Bildirilerle, video operasyonlarıyla nihayet HDP’ye yapılan kanlı saldırı ile Türkiye alacakaranlık kuşağına sokulmak isteniyor. Belli ki birileri düğmeye bastı. Bu olayların devamı gelecek. Türkiye’yi bir kaos ortamına sürüklemek isteyecekler. Bu tuzağa düşmemeliyiz. Bu oyuna gelmemeliyiz. Çünkü çatı çökerse hepimiz altında kalırız.                         

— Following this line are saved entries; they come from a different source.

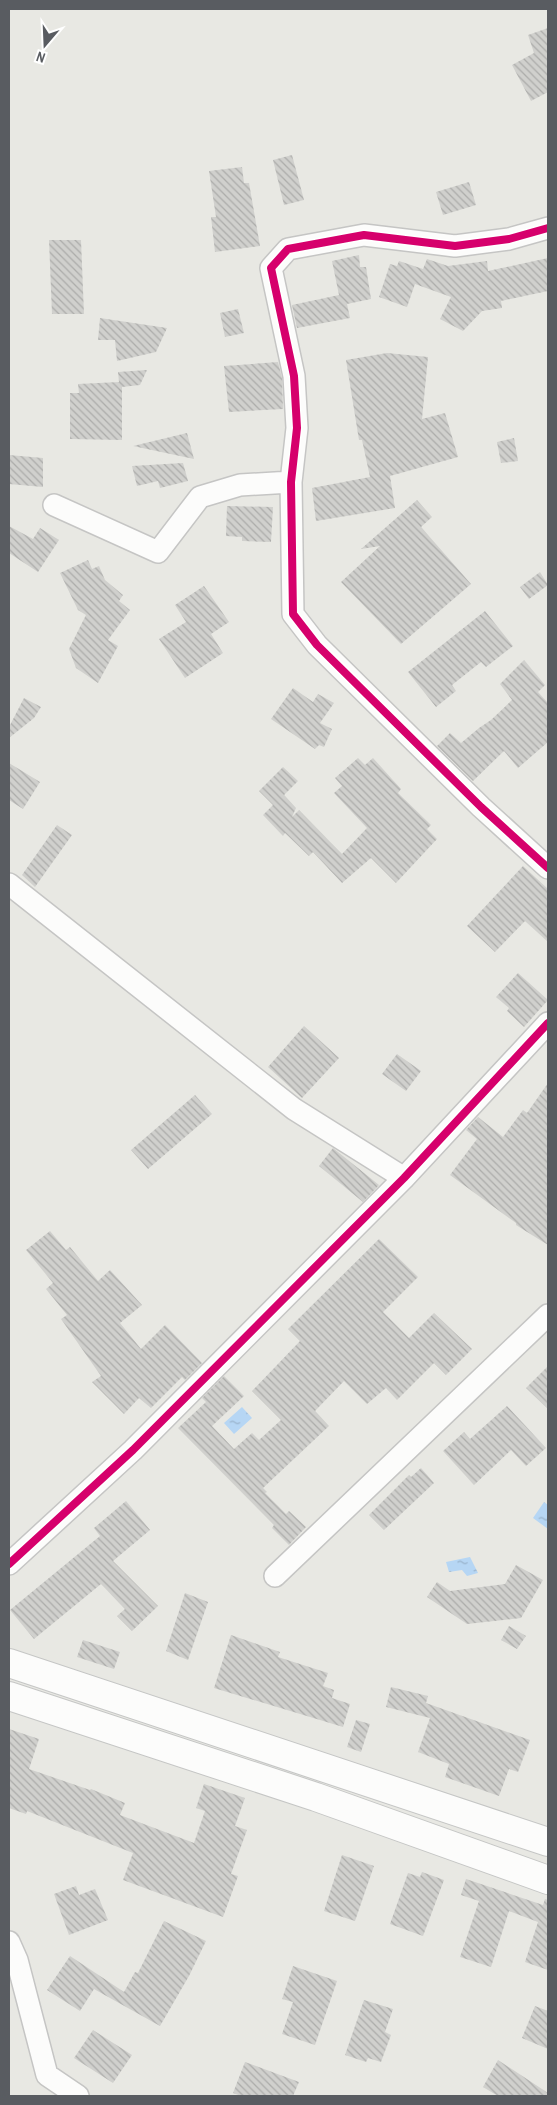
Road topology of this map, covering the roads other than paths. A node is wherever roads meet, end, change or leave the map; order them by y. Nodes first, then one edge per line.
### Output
1 (548, 228) edge
2 (291, 482) junction
3 (54, 505) dead end
4 (548, 868) edge
5 (9, 884) edge
6 (548, 1023) edge
7 (404, 1178) junction
8 (548, 1315) edge
9 (9, 1564) edge
10 (275, 1576) dead end
11 (9, 1663) edge
12 (9, 1696) edge
13 (548, 1842) edge
14 (548, 1880) edge
15 (9, 1942) edge
16 (78, 2096) edge

1 - 2 street
2 - 3 street
2 - 4 street
5 - 7 street
6 - 7 street
7 - 9 street
8 - 10 street
11 - 13 street
12 - 14 street
15 - 16 street

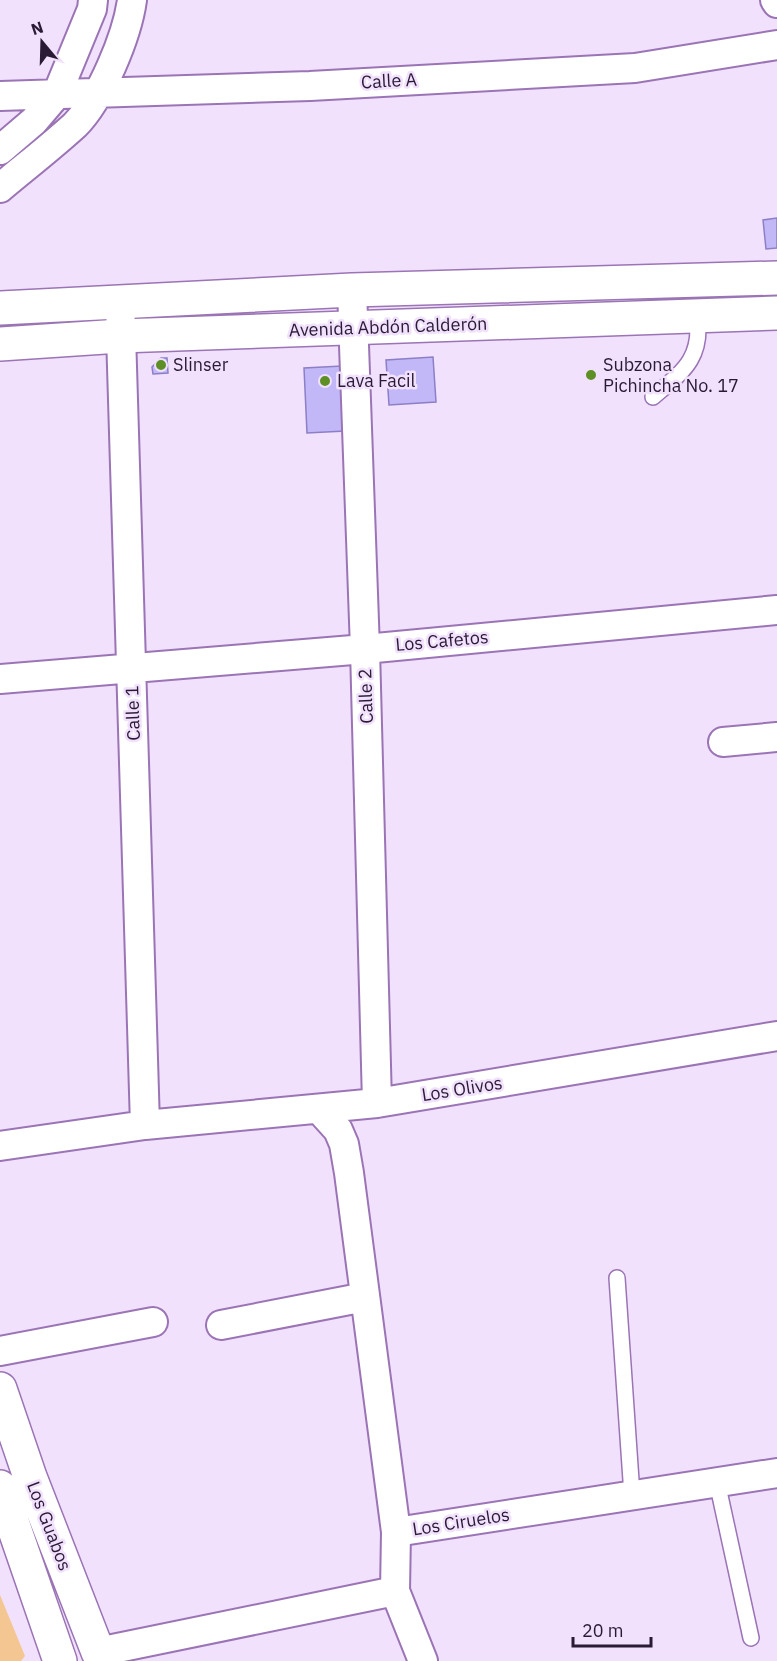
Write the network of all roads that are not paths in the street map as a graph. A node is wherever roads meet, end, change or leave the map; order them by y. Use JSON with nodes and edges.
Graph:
{"nodes":[{"id":1,"x":93,"y":0,"type":"edge"},
{"id":2,"x":132,"y":0,"type":"edge"},
{"id":3,"x":777,"y":45,"type":"edge"},
{"id":4,"x":57,"y":94,"type":"junction"},
{"id":5,"x":98,"y":94,"type":"junction"},
{"id":6,"x":0,"y":96,"type":"edge"},
{"id":7,"x":0,"y":150,"type":"edge"},
{"id":8,"x":0,"y":188,"type":"edge"},
{"id":9,"x":777,"y":279,"type":"edge"},
{"id":10,"x":352,"y":290,"type":"junction"},
{"id":11,"x":120,"y":302,"type":"junction"},
{"id":12,"x":0,"y":308,"type":"edge"},
{"id":13,"x":777,"y":312,"type":"edge"},
{"id":14,"x":697,"y":316,"type":"junction"},
{"id":15,"x":352,"y":328,"type":"junction"},
{"id":16,"x":120,"y":336,"type":"junction"},
{"id":17,"x":0,"y":344,"type":"edge"},
{"id":18,"x":653,"y":397,"type":"dead end"},
{"id":19,"x":777,"y":610,"type":"edge"},
{"id":20,"x":365,"y":649,"type":"junction"},
{"id":21,"x":131,"y":668,"type":"junction"},
{"id":22,"x":0,"y":679,"type":"edge"},
{"id":23,"x":777,"y":737,"type":"edge"},
{"id":24,"x":723,"y":742,"type":"dead end"},
{"id":25,"x":777,"y":1036,"type":"edge"},
{"id":26,"x":377,"y":1103,"type":"junction"},
{"id":27,"x":319,"y":1109,"type":"junction"},
{"id":28,"x":145,"y":1125,"type":"junction"},
{"id":29,"x":0,"y":1146,"type":"edge"},
{"id":30,"x":617,"y":1278,"type":"dead end"},
{"id":31,"x":365,"y":1297,"type":"junction"},
{"id":32,"x":153,"y":1322,"type":"dead end"},
{"id":33,"x":221,"y":1325,"type":"dead end"},
{"id":34,"x":0,"y":1351,"type":"edge"},
{"id":35,"x":0,"y":1389,"type":"edge"},
{"id":36,"x":777,"y":1473,"type":"edge"},
{"id":37,"x":717,"y":1482,"type":"junction"},
{"id":38,"x":0,"y":1488,"type":"edge"},
{"id":39,"x":632,"y":1495,"type":"junction"},
{"id":40,"x":396,"y":1532,"type":"junction"},
{"id":41,"x":395,"y":1591,"type":"junction"},
{"id":42,"x":751,"y":1638,"type":"dead end"},
{"id":43,"x":101,"y":1656,"type":"edge"},
{"id":44,"x":60,"y":1661,"type":"edge"},
{"id":45,"x":423,"y":1661,"type":"edge"}],
"edges":[{"from":1,"to":4,"type":"street"},
{"from":2,"to":5,"type":"street"},
{"from":3,"to":5,"type":"street","name":"Calle A"},
{"from":4,"to":5,"type":"street","name":"Calle A"},
{"from":4,"to":6,"type":"street","name":"Calle A"},
{"from":4,"to":7,"type":"street"},
{"from":5,"to":8,"type":"street"},
{"from":9,"to":10,"type":"main road","name":"Avenida Abdón Calderón"},
{"from":10,"to":11,"type":"main road","name":"Avenida Abdón Calderón"},
{"from":10,"to":15,"type":"street","name":"Calle 2"},
{"from":11,"to":12,"type":"main road","name":"Avenida Abdón Calderón"},
{"from":11,"to":16,"type":"street","name":"Calle 1"},
{"from":13,"to":14,"type":"main road","name":"Avenida Abdón Calderón"},
{"from":14,"to":15,"type":"main road","name":"Avenida Abdón Calderón"},
{"from":14,"to":18,"type":"lane"},
{"from":15,"to":16,"type":"main road","name":"Avenida Abdón Calderón"},
{"from":15,"to":20,"type":"street","name":"Calle 2"},
{"from":16,"to":17,"type":"main road","name":"Avenida Abdón Calderón"},
{"from":16,"to":21,"type":"street","name":"Calle 1"},
{"from":19,"to":20,"type":"street","name":"Los Cafetos"},
{"from":20,"to":21,"type":"street","name":"Los Cafetos"},
{"from":20,"to":26,"type":"street","name":"Calle 2"},
{"from":21,"to":22,"type":"street","name":"Los Cafetos"},
{"from":21,"to":28,"type":"street","name":"Calle 1"},
{"from":23,"to":24,"type":"street"},
{"from":25,"to":26,"type":"street","name":"Los Olivos"},
{"from":26,"to":27,"type":"street","name":"Los Olivos"},
{"from":27,"to":28,"type":"street","name":"Los Olivos"},
{"from":27,"to":31,"type":"street"},
{"from":28,"to":29,"type":"street","name":"Los Olivos"},
{"from":30,"to":39,"type":"lane"},
{"from":31,"to":33,"type":"street"},
{"from":31,"to":40,"type":"street"},
{"from":32,"to":34,"type":"street"},
{"from":35,"to":43,"type":"main road","name":"Los Guabos"},
{"from":36,"to":37,"type":"street","name":"Los Ciruelos"},
{"from":37,"to":39,"type":"street","name":"Los Ciruelos"},
{"from":37,"to":42,"type":"lane"},
{"from":38,"to":44,"type":"main road","name":"Los Guabos"},
{"from":39,"to":40,"type":"street","name":"Los Ciruelos"},
{"from":40,"to":41,"type":"street","name":"Los Ciruelos"},
{"from":41,"to":43,"type":"street"},
{"from":41,"to":45,"type":"street"}]}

ARKASINDAKİ YAPI                                   

HDP’yi basarak Deniz Poyraz’ı katleden Onur Gencer’in eylemi PKK nefreti ile yaptığı yönündeki beyanı ikna edici değil. Hrant Dink’in katili Ogün Samast’ın da milliyetçi duygularla hareket ettiği söylenmişti. Arkasından örgütlü bir yapı çıktı. Onur Gencer’in sağ olarak yakalanması önemli. Arkasındaki bağlantılarını ortaya çıkarırsak bu bize daha sonra yapılacak olan eylemleri önleme fırsatı verir.                         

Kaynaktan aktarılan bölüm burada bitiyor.